- THE INPUT

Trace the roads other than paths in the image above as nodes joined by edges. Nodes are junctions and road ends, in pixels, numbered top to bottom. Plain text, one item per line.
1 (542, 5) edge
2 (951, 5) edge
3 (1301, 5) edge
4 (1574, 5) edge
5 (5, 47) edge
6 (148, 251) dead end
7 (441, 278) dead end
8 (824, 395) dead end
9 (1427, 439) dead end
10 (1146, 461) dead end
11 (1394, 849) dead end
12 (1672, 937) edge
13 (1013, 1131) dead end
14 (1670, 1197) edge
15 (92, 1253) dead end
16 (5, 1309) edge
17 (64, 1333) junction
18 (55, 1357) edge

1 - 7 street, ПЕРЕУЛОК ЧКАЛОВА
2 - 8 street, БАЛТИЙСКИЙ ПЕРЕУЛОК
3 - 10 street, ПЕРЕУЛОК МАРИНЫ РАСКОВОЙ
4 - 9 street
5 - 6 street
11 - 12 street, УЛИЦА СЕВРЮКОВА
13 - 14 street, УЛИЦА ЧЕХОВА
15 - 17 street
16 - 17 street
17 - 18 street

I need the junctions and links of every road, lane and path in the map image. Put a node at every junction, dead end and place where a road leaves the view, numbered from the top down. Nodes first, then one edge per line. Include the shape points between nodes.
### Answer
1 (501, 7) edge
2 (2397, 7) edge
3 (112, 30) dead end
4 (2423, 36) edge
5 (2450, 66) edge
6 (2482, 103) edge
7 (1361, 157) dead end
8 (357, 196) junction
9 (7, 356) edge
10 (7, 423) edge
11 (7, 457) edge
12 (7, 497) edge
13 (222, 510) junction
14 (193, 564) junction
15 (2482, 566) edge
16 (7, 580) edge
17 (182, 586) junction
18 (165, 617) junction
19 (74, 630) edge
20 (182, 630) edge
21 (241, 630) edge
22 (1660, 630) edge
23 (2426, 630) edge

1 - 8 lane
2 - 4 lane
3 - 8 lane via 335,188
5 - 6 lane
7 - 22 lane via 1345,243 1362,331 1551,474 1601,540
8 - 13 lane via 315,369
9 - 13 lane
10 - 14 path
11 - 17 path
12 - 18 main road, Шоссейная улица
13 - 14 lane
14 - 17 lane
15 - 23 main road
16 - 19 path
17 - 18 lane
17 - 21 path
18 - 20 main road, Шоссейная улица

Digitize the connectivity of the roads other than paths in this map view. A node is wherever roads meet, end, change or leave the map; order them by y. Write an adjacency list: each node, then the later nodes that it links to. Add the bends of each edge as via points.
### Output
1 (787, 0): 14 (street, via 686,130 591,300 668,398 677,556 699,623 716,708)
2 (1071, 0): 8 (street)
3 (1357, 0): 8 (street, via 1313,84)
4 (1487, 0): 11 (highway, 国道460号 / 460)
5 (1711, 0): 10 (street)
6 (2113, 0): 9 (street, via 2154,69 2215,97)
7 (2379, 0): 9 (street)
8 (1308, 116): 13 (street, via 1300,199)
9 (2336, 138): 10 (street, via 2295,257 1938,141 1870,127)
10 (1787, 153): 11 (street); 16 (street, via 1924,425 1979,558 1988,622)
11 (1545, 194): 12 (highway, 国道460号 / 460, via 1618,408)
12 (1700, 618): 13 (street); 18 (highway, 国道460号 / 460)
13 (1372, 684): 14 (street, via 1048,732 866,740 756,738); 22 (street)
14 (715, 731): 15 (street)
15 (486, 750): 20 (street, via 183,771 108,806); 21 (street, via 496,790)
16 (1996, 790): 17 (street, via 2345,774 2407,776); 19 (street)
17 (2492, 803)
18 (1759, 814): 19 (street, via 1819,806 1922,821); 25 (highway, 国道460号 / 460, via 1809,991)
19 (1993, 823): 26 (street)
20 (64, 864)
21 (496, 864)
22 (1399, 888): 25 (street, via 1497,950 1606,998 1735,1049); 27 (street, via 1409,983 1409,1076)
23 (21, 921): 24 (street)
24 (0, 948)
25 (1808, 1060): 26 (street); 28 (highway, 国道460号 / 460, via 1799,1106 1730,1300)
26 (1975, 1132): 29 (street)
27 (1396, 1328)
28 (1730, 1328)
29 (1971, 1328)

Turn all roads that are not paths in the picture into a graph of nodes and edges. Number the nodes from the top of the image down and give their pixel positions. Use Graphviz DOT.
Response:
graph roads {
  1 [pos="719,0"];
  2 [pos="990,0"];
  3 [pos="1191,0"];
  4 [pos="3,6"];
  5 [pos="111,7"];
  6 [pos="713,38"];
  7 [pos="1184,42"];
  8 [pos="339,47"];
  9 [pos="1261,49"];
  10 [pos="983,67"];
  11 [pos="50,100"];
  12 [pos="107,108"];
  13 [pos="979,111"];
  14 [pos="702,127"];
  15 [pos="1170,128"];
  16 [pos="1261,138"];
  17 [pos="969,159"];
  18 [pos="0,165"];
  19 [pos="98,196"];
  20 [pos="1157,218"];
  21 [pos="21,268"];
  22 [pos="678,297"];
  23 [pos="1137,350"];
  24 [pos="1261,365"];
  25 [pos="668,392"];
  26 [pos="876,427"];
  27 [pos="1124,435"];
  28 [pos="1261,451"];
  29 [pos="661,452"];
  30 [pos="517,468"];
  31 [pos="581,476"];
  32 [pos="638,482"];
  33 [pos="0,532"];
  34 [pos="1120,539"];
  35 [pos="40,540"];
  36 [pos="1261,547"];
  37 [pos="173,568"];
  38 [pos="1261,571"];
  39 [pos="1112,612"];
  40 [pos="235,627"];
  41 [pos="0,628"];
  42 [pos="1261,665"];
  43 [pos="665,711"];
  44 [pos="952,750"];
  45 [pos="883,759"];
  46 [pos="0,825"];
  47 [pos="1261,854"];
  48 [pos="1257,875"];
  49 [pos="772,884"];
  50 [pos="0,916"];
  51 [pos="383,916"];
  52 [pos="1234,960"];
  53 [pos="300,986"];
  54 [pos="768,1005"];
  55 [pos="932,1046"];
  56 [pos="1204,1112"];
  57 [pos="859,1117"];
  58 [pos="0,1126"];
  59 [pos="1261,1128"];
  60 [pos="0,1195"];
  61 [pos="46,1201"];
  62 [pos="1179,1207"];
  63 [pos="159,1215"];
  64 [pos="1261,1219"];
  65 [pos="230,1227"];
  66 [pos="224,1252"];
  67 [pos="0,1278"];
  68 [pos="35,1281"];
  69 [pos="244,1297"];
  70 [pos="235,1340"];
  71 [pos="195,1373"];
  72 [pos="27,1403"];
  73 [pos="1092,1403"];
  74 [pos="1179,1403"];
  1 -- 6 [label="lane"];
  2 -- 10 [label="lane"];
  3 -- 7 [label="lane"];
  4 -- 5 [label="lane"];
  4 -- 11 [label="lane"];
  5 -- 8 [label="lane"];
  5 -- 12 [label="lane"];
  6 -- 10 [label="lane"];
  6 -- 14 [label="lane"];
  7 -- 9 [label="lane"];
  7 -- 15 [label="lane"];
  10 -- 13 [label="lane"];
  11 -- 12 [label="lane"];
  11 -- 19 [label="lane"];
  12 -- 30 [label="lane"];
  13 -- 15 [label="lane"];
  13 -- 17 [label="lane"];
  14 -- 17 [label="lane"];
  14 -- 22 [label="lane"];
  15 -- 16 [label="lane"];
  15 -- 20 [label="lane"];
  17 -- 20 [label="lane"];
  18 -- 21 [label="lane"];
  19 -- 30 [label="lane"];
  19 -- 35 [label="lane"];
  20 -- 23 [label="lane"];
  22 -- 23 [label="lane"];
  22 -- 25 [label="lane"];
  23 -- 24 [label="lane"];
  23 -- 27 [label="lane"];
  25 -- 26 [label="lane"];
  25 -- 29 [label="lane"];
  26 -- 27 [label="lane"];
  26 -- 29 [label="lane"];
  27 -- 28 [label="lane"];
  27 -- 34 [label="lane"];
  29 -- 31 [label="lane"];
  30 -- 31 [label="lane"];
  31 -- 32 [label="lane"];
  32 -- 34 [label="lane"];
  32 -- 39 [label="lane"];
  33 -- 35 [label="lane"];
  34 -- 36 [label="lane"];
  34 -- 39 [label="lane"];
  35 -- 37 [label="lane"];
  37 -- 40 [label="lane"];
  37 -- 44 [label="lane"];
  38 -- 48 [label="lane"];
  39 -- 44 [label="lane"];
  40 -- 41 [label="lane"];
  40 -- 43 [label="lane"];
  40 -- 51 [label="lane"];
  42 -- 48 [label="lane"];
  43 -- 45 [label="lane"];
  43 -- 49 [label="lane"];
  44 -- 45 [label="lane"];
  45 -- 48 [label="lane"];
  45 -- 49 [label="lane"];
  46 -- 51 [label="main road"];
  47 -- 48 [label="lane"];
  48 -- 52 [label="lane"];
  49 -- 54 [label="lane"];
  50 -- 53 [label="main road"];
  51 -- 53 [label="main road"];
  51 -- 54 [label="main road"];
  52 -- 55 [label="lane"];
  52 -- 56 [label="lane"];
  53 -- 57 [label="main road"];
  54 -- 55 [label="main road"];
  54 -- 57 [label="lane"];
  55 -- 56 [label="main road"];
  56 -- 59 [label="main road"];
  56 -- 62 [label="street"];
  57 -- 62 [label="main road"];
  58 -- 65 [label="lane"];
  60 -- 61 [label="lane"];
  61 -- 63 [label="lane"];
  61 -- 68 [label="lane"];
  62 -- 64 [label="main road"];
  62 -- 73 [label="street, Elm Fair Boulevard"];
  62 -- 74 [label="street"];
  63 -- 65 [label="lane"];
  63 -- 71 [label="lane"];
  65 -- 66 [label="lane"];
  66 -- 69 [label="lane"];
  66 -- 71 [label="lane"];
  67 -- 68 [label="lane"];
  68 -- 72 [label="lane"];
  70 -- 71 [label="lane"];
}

- WHAT TO DO
The required output is every line above from the one with "I need the junctions" down to the one with "Digitize the connectivity", restated word for word, ends included.

- YOUR SOLUTION
I need the junctions and links of every road, lane and path in the map image. Put a node at every junction, dead end and place where a road leaves the view, numbered from the top down. Nodes first, then one edge per line. Include the shape points between nodes.
### Answer
1 (501, 7) edge
2 (2397, 7) edge
3 (112, 30) dead end
4 (2423, 36) edge
5 (2450, 66) edge
6 (2482, 103) edge
7 (1361, 157) dead end
8 (357, 196) junction
9 (7, 356) edge
10 (7, 423) edge
11 (7, 457) edge
12 (7, 497) edge
13 (222, 510) junction
14 (193, 564) junction
15 (2482, 566) edge
16 (7, 580) edge
17 (182, 586) junction
18 (165, 617) junction
19 (74, 630) edge
20 (182, 630) edge
21 (241, 630) edge
22 (1660, 630) edge
23 (2426, 630) edge

1 - 8 lane
2 - 4 lane
3 - 8 lane via 335,188
5 - 6 lane
7 - 22 lane via 1345,243 1362,331 1551,474 1601,540
8 - 13 lane via 315,369
9 - 13 lane
10 - 14 path
11 - 17 path
12 - 18 main road, Шоссейная улица
13 - 14 lane
14 - 17 lane
15 - 23 main road
16 - 19 path
17 - 18 lane
17 - 21 path
18 - 20 main road, Шоссейная улица

Digitize the connectivity of the roads other than paths in this map view. A node is wherever roads meet, end, change or leave the map; order them by y. Write an adjacency list: each node, then the later nodes that it links to. Add the bends of each edge as via points.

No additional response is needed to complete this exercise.